- _Work instruction_
As an exercise, transcribe the data below in full and exactly, omitting pictures.

━━━━━━━━━━━━━━━━

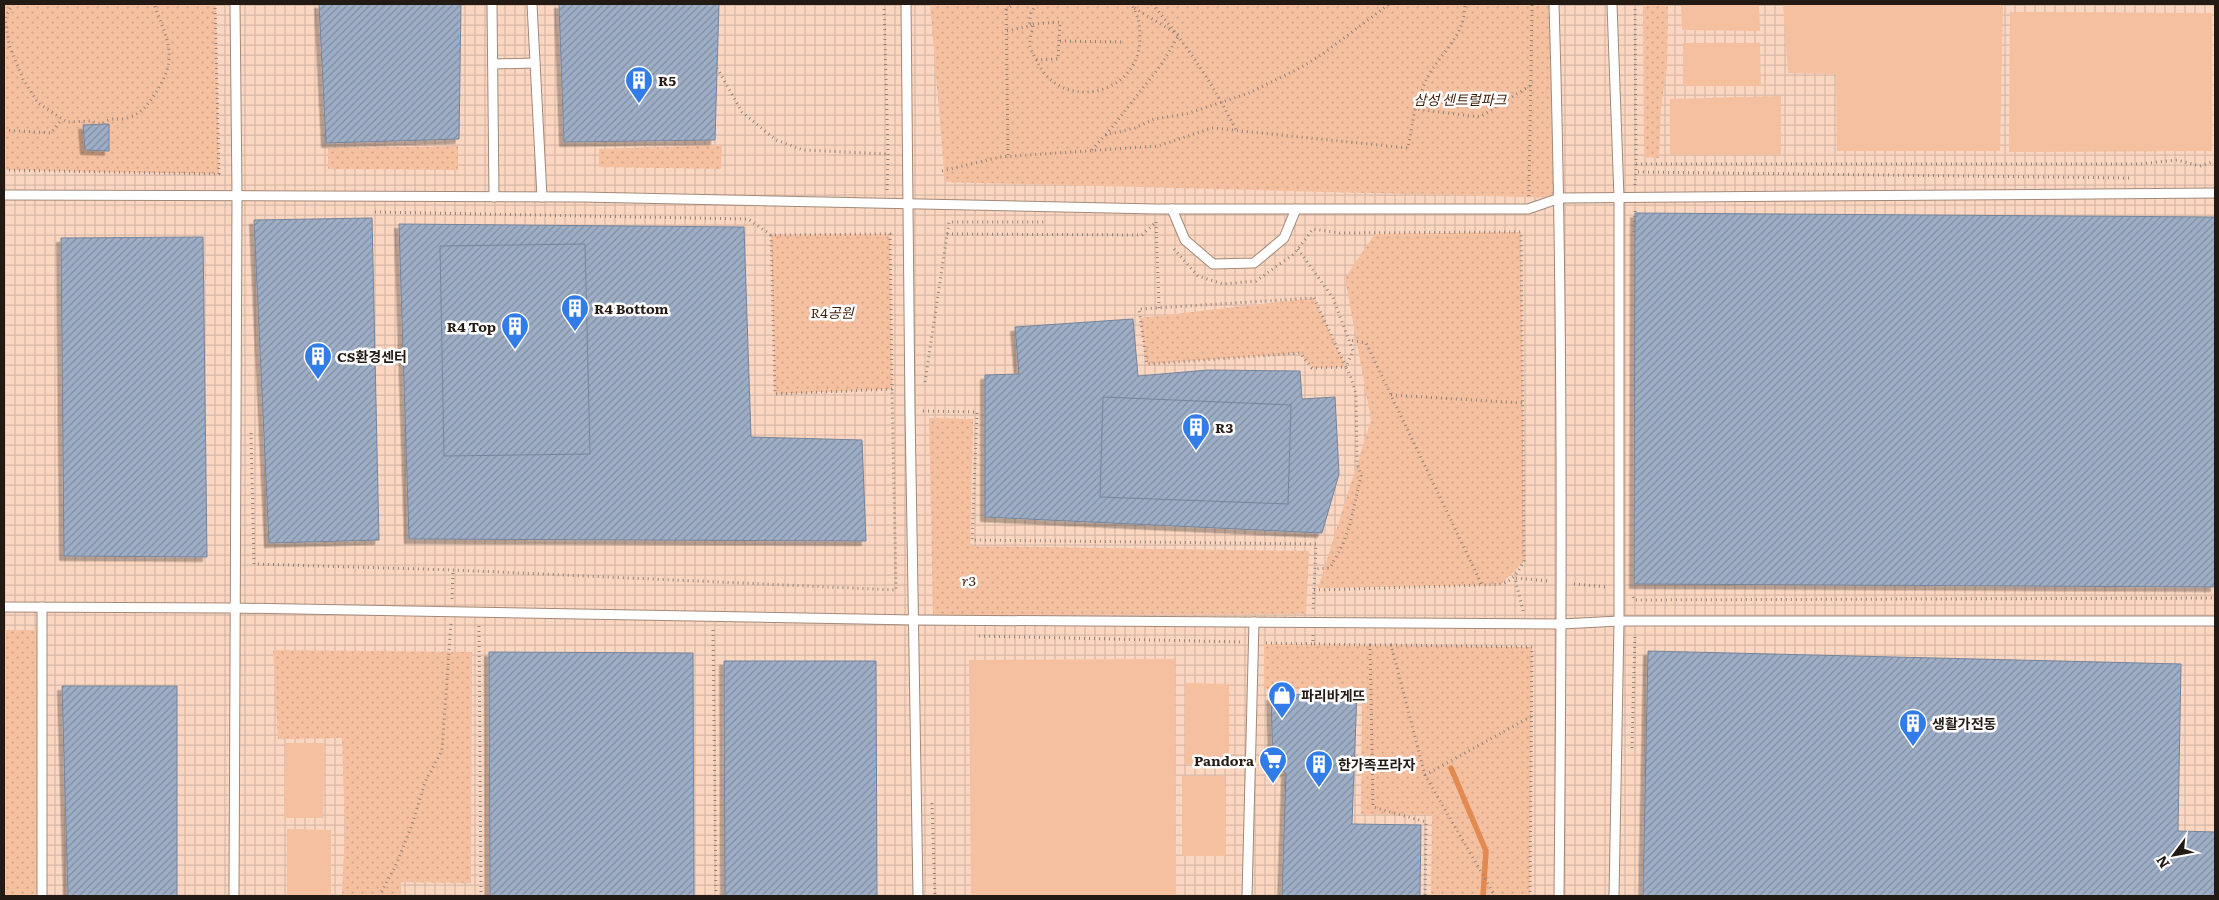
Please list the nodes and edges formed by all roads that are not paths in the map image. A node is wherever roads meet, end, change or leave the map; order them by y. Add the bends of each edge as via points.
1 (235, 4) edge
2 (492, 4) edge
3 (532, 4) edge
4 (906, 4) edge
5 (1554, 4) edge
6 (1612, 4) edge
7 (535, 63) junction
8 (493, 64) junction
9 (2215, 193) edge
10 (4, 195) edge
11 (237, 195) junction
12 (494, 197) junction
13 (542, 197) junction
14 (1560, 198) junction
15 (1619, 198) junction
16 (908, 203) junction
17 (1172, 209) junction
18 (1296, 209) junction
19 (4, 607) edge
20 (42, 607) junction
21 (234, 608) junction
22 (915, 620) junction
23 (1619, 621) junction
24 (2215, 621) edge
25 (1254, 622) junction
26 (1562, 624) junction
27 (42, 896) edge
28 (234, 896) edge
29 (918, 896) edge
30 (1247, 896) edge
31 (1559, 896) edge
32 (1614, 896) edge

1 - 11 lane
2 - 8 lane
3 - 7 lane
4 - 16 lane
5 - 14 lane
6 - 15 lane
7 - 8 lane
7 - 13 lane
8 - 12 lane
9 - 15 lane
10 - 11 lane
11 - 12 lane
11 - 21 lane
12 - 13 lane
13 - 16 lane
14 - 15 lane
14 - 18 lane via 1528,209
14 - 26 lane
15 - 23 lane
16 - 17 lane
16 - 22 lane
17 - 18 lane
17 - 18 lane via 1185,240 1213,264 1254,263 1284,238
19 - 20 lane
20 - 21 lane
20 - 27 lane
21 - 22 lane
21 - 28 lane
22 - 25 lane
22 - 29 lane
23 - 24 lane
23 - 26 lane
23 - 32 lane
25 - 26 lane
25 - 30 lane
26 - 31 lane

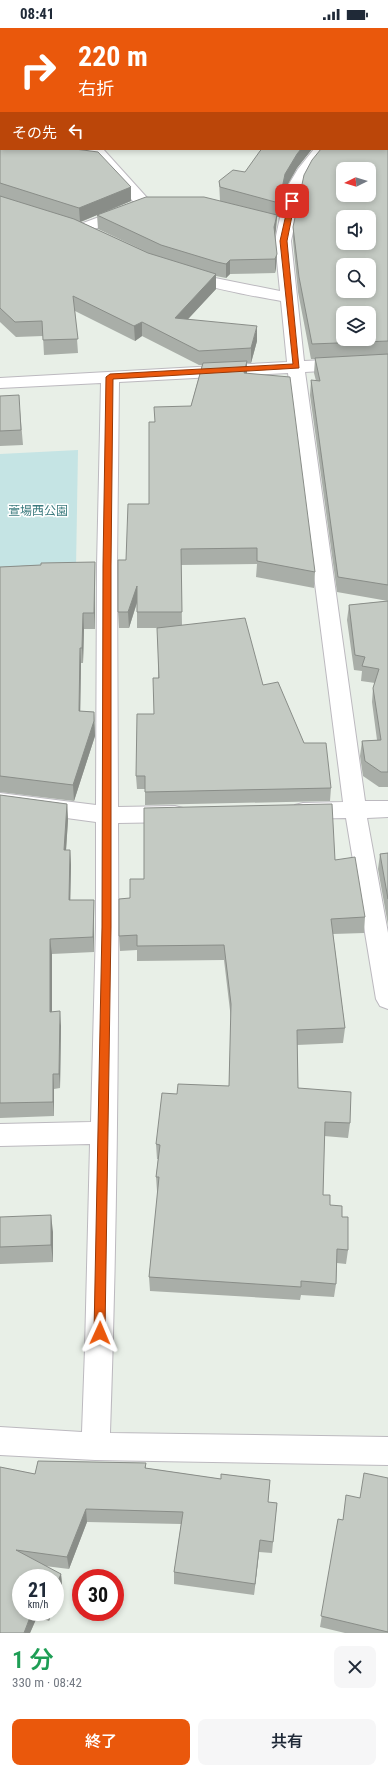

━━━━━━━━━━━━━━━━

- _Exercise result_
Please list the nodes and edges formed by all roads that are not paths in the map image. A node is wherever roads meet, end, change or leave the map; order them by y. Add the bends of each edge as via points.
1 (235, 4) edge
2 (492, 4) edge
3 (532, 4) edge
4 (906, 4) edge
5 (1554, 4) edge
6 (1612, 4) edge
7 (535, 63) junction
8 (493, 64) junction
9 (2215, 193) edge
10 (4, 195) edge
11 (237, 195) junction
12 (494, 197) junction
13 (542, 197) junction
14 (1560, 198) junction
15 (1619, 198) junction
16 (908, 203) junction
17 (1172, 209) junction
18 (1296, 209) junction
19 (4, 607) edge
20 (42, 607) junction
21 (234, 608) junction
22 (915, 620) junction
23 (1619, 621) junction
24 (2215, 621) edge
25 (1254, 622) junction
26 (1562, 624) junction
27 (42, 896) edge
28 (234, 896) edge
29 (918, 896) edge
30 (1247, 896) edge
31 (1559, 896) edge
32 (1614, 896) edge

1 - 11 lane
2 - 8 lane
3 - 7 lane
4 - 16 lane
5 - 14 lane
6 - 15 lane
7 - 8 lane
7 - 13 lane
8 - 12 lane
9 - 15 lane
10 - 11 lane
11 - 12 lane
11 - 21 lane
12 - 13 lane
13 - 16 lane
14 - 15 lane
14 - 18 lane via 1528,209
14 - 26 lane
15 - 23 lane
16 - 17 lane
16 - 22 lane
17 - 18 lane
17 - 18 lane via 1185,240 1213,264 1254,263 1284,238
19 - 20 lane
20 - 21 lane
20 - 27 lane
21 - 22 lane
21 - 28 lane
22 - 25 lane
22 - 29 lane
23 - 24 lane
23 - 26 lane
23 - 32 lane
25 - 26 lane
25 - 30 lane
26 - 31 lane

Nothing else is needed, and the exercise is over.